Con la caduta del Muro di Berlino il progetto liberale europeo che si era consolidato nel 'compromesso socialdemocratico' si disgrega. Ed è al progetto neoliberale che l'élite politica e intellettuale, particolarmente quella progressista, inaspettatamente si affida per ricomporne i frammenti. Disceso da un paradigma che aveva preso forma in sordina, attraverso le riflessioni teoriche e l'attivismo politico di Ludwig von Mises e Friedrich Hayek nella Vienna tra le due guerre mondiali, il progetto neoliberale si era consolidato durante la Seconda guerra mondiale, ibridandosi con il conservatorismo liberale maturato negli Stati Uniti. In questo paradigma la democrazia ha un'importanza 'relativa' e la precarietà economica dei salariati è un 'fatto di natura', così come i cicli economici - spesso manifestazione delle traiettorie tecnologiche che si riteneva alimentassero la crescita di lungo periodo. Diventa progetto politico-istituzionale riproponendo come architrave della società la libertà economica degli individui e delle imprese - in una forma mai specificata. Il mercato che si auto-regola - non il mercato nelle sue specifiche manifestazioni storiche, con tutta la varietà tipologica che Karl Polanyi aveva insegnato a comprendere - è proposto come il generatore dell'equilibrio economico e sociale, dell'innovazione, dello sviluppo economico.

Sullo sfondo dei drammi della storia europea della prima metà del Novecento, il progetto neoliberale non sembrava politicamente rilevante subito dopo la Seconda guerra mondiale, sovrastato dalla forza morale e politica del progetto liberale, che la 'rivoluzione keynesiana' aveva liberato dalle incrostazioni di un liberismo antiquato e inutile. Anche Joseph Schumpeter, benché coinvolto intellettualmente nella sua costruzione, si costringe ad ammettere che il progetto neoliberale non era sostenibile perché troppo elevati i suoi costi sociali. In Capitalismo, socialismo e democrazia (1942) prefigura la sua eutanasia, sbagliando, però, perché quell'interpretazione del liberalismo si rafforzerà, lentamente, con l'aiuto delle contrapposizioni ideologiche della Guerra Fredda fino a diventare egemone dopo la caduta del Muro di Berlino e il crollo dei regimi comunisti.

 

IV

In Italia, dopo il 1989, le élite politiche progressiste hanno attuato dei cambiamenti istituzionali dettati dal paradigma neoliberale, al quale si era nel frattempo convertita gran parte dell'élite intellettuale. E il mercato del lavoro è tornato a essere il dispositivo da cui far dipendere il funzionamento del capitalismo: un'inversione di rotta che riportava la società europea un secolo indietro. Attraverso continue riforme che accrescevano la flessibilità del mercato del lavoro, accompagnate dalla riduzione dell'offerta di beni pubblici e dall'aumento dei prezzi dei beni semi-pubblici (servizio di istruzione superiore e servizio sanitario), si è realizzata una progressiva erosione della garanzia di accedere ai 'minimi esistenziali'. In Italia, neppure l'evidenza empirica che raccontava di una 'maggiore flessibilità' che, nelle condizioni specifiche dell'economia italiana - stagnazione economica prolungata, basso tasso di occupazione, continua riduzione delle ore lavorate totali -, si stava trasformando in una diffusa precarietà esistenziale è riuscita a mettere in discussione il progetto neoliberale. Nel discorso pubblico l'egemonia delle élite neoliberali era totale e l'uso che esse fanno dell'economia mai messo in discussione.

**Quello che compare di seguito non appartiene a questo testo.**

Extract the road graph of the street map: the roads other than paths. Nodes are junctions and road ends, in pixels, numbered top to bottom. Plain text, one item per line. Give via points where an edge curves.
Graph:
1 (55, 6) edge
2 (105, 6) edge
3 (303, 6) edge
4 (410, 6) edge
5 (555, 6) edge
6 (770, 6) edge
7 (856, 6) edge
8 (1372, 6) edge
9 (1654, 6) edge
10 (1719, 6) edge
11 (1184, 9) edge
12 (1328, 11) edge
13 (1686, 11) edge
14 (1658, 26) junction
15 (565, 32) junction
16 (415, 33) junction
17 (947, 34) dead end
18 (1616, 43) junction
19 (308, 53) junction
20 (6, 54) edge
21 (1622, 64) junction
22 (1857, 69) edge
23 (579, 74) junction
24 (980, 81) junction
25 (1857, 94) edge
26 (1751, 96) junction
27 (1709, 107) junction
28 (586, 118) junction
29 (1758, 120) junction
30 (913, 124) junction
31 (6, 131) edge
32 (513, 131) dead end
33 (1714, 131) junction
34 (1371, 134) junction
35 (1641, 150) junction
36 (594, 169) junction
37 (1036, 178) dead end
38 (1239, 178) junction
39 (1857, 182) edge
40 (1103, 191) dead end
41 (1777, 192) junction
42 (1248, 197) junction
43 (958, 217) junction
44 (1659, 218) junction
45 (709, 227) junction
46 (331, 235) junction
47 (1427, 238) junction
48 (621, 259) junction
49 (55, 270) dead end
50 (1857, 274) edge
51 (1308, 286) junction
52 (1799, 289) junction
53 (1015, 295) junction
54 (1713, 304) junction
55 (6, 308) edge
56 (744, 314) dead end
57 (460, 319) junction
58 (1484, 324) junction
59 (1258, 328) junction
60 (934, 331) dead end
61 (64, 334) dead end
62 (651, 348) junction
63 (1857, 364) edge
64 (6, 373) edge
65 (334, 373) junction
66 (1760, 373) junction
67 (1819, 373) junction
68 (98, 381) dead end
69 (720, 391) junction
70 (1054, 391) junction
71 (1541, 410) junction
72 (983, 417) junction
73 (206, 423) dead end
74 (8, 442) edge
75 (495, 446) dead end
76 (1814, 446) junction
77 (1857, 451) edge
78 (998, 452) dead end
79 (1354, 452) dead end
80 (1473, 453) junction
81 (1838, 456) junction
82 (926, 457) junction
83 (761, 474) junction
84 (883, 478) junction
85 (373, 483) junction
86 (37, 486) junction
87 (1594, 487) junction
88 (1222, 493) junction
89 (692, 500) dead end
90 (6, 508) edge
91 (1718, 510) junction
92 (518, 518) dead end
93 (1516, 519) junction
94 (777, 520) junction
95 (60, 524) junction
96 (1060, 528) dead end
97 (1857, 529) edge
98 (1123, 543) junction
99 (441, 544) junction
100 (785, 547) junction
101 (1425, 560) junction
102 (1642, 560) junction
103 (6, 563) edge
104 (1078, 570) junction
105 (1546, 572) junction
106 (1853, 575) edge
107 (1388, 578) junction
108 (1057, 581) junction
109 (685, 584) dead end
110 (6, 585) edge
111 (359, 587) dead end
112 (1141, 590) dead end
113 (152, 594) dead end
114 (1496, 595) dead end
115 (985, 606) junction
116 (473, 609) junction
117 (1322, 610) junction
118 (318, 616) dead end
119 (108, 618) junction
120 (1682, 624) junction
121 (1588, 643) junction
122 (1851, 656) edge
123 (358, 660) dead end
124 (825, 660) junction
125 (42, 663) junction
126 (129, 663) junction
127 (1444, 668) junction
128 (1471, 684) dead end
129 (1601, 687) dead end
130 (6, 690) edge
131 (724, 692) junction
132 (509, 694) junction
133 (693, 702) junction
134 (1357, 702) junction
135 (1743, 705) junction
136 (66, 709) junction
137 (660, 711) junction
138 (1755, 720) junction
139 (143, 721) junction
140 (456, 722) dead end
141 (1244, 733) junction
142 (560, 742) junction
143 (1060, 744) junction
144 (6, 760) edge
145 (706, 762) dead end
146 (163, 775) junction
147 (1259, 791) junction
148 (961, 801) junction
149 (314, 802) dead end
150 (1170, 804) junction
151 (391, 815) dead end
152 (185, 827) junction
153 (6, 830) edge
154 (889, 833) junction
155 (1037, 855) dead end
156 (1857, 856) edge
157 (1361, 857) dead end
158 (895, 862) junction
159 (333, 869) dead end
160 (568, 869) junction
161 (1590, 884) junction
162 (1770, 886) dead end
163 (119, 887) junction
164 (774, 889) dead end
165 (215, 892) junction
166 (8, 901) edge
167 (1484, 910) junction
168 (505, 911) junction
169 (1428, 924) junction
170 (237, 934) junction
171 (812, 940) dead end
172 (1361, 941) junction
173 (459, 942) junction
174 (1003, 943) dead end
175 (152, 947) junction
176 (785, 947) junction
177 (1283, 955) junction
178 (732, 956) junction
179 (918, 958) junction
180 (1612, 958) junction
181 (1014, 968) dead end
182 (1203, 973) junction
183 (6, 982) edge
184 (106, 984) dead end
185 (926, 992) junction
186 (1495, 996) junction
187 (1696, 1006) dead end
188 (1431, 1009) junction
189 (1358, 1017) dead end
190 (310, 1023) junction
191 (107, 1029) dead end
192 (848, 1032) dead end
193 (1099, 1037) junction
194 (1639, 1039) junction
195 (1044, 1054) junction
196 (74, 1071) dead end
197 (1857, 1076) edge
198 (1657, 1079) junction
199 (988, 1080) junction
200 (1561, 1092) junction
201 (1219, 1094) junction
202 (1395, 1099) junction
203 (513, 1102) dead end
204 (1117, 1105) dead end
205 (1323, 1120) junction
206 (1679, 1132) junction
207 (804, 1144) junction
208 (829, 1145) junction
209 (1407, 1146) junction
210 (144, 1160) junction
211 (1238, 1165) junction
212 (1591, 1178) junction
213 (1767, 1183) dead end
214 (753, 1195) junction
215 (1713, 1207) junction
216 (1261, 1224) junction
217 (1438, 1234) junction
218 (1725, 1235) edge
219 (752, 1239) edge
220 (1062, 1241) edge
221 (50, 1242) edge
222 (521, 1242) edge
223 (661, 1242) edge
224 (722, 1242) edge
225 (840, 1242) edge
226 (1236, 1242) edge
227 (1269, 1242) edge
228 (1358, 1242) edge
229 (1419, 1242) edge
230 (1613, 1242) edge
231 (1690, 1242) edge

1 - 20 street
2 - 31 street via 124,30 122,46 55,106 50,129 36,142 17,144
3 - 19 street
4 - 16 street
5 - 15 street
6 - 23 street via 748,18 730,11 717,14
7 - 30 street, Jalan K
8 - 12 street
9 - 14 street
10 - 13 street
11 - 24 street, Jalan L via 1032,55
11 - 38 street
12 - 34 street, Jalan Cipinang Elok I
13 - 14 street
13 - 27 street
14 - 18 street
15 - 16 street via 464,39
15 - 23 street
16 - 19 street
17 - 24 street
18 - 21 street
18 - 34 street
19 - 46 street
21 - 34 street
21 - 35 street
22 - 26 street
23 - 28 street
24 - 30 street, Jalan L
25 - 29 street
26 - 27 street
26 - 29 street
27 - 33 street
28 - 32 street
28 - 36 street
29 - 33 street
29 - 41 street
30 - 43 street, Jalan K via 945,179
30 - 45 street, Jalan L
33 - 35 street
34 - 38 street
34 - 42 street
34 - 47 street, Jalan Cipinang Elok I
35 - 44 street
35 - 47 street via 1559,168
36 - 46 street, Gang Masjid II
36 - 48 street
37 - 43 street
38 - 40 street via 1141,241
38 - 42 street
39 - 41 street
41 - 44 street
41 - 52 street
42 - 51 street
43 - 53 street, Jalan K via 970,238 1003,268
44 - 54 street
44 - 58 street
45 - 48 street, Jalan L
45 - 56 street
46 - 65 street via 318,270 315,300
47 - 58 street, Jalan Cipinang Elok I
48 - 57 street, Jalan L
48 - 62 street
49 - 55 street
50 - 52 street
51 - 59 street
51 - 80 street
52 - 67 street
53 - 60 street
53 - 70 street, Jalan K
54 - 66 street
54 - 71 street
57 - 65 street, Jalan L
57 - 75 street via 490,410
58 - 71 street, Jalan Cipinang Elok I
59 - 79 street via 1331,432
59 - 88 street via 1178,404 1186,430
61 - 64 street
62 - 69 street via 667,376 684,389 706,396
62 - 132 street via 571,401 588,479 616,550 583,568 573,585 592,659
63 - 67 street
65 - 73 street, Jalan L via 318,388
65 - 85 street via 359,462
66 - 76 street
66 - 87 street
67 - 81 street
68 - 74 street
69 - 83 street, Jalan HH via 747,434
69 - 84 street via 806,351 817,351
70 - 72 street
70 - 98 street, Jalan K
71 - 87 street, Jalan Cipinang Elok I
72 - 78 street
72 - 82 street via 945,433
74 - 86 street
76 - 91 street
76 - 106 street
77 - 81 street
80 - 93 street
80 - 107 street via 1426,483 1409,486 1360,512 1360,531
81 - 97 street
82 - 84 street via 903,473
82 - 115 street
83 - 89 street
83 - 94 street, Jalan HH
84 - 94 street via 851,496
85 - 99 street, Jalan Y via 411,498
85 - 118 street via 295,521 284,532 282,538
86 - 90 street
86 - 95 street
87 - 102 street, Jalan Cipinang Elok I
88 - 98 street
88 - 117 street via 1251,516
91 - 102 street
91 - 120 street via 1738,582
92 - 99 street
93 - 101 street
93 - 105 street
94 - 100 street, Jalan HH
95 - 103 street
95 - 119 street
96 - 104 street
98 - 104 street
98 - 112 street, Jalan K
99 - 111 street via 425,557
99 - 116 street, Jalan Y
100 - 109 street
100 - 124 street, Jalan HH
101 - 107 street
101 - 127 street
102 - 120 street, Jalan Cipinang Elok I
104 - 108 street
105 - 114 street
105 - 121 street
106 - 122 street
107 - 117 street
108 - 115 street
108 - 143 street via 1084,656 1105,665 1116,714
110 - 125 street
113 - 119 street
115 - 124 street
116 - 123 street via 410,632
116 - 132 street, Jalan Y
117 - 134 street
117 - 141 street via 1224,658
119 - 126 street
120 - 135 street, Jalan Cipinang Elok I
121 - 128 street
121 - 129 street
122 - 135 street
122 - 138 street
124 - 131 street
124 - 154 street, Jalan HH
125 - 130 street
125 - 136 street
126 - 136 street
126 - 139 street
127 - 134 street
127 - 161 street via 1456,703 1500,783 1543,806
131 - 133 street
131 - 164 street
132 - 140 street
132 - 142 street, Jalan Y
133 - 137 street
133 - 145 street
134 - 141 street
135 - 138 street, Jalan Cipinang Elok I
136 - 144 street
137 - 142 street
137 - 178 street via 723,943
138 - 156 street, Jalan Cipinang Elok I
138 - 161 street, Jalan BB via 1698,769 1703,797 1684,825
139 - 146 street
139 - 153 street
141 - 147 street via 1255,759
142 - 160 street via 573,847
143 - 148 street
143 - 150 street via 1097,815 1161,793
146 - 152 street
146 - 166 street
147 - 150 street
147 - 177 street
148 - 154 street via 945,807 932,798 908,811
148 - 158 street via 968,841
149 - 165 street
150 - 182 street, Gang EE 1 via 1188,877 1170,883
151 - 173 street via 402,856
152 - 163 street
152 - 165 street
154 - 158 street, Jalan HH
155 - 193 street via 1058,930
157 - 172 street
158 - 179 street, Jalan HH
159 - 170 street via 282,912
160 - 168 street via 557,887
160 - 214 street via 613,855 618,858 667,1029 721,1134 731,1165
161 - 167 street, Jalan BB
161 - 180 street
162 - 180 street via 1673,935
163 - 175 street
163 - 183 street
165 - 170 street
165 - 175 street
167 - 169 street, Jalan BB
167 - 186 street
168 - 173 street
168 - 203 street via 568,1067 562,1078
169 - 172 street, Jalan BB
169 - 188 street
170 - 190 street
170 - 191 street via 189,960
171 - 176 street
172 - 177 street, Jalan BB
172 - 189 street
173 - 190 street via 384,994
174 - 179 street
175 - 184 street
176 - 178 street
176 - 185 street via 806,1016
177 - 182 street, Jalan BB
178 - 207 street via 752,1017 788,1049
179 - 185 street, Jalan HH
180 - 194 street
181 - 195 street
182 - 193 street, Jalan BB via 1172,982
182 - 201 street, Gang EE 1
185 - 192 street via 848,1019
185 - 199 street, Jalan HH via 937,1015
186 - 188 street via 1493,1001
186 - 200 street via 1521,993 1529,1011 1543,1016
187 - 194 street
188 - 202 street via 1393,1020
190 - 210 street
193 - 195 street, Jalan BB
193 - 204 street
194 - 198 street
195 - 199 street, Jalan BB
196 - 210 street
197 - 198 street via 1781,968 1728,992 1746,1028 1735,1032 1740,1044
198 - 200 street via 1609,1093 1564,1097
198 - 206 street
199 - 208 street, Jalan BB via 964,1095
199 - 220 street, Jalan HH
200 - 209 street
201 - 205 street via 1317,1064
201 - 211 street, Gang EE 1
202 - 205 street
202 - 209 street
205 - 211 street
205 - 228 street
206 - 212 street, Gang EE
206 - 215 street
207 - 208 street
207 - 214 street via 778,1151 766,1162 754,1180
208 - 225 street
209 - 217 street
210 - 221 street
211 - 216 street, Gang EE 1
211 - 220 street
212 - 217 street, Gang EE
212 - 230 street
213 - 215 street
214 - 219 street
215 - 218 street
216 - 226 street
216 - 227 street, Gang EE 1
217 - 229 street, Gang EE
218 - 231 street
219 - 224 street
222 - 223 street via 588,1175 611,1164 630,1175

L'incertezza sulla possibilità di disporre dei 'minimi esistenziali' è una condizione drammatica per un individuo e per una famiglia nella società contemporanea. La base del benessere e della serenità degli individui e delle famiglie è poter definire e realizzare un piano di vita soddisfacente. Costruire una società che lo garantisca qui-ora è il fondamento del liberalismo. L'affermazione della irrinunciabilità dei 'minimi esistenziali' - non l'uguaglianza - è il focus delle teorie della giustizia liberali. Come già ampiamente condiviso dopo la Prima guerra mondiale e negli anni della Grande Crisi (1929) - e come interpretato dalla 'rivoluzione keynesiana' -, il fatto che in una democrazia vi siano individui in stato di precarietà economica - che non sono neppure in grado di sapere se la settimana seguente potranno provvedere a se stessi o ai bisogni della propria famiglia - pone un problema etico. Passato in secondo piano in Italia, in questi lunghi anni di stagnazione economica. L'élite intellettuale che ha promosso e giustificato come derivazione del paradigma neoliberale la 'società del rischio' - una società 'spietata' - ha plasmato il dibattito pubblico fino a far dimenticare quanto fosse inaudito che in uno dei Paesi più ricchi al mondo vi fossero milioni di individui che non disponevano dei 'minimi esistenziali'. Una retorica economica che è riuscita persino a far accettare un metodo di misurazione della disoccupazione insensato, che dissocia lo stato di 'occupato' dalla disponibilità di un reddito di sussistenza.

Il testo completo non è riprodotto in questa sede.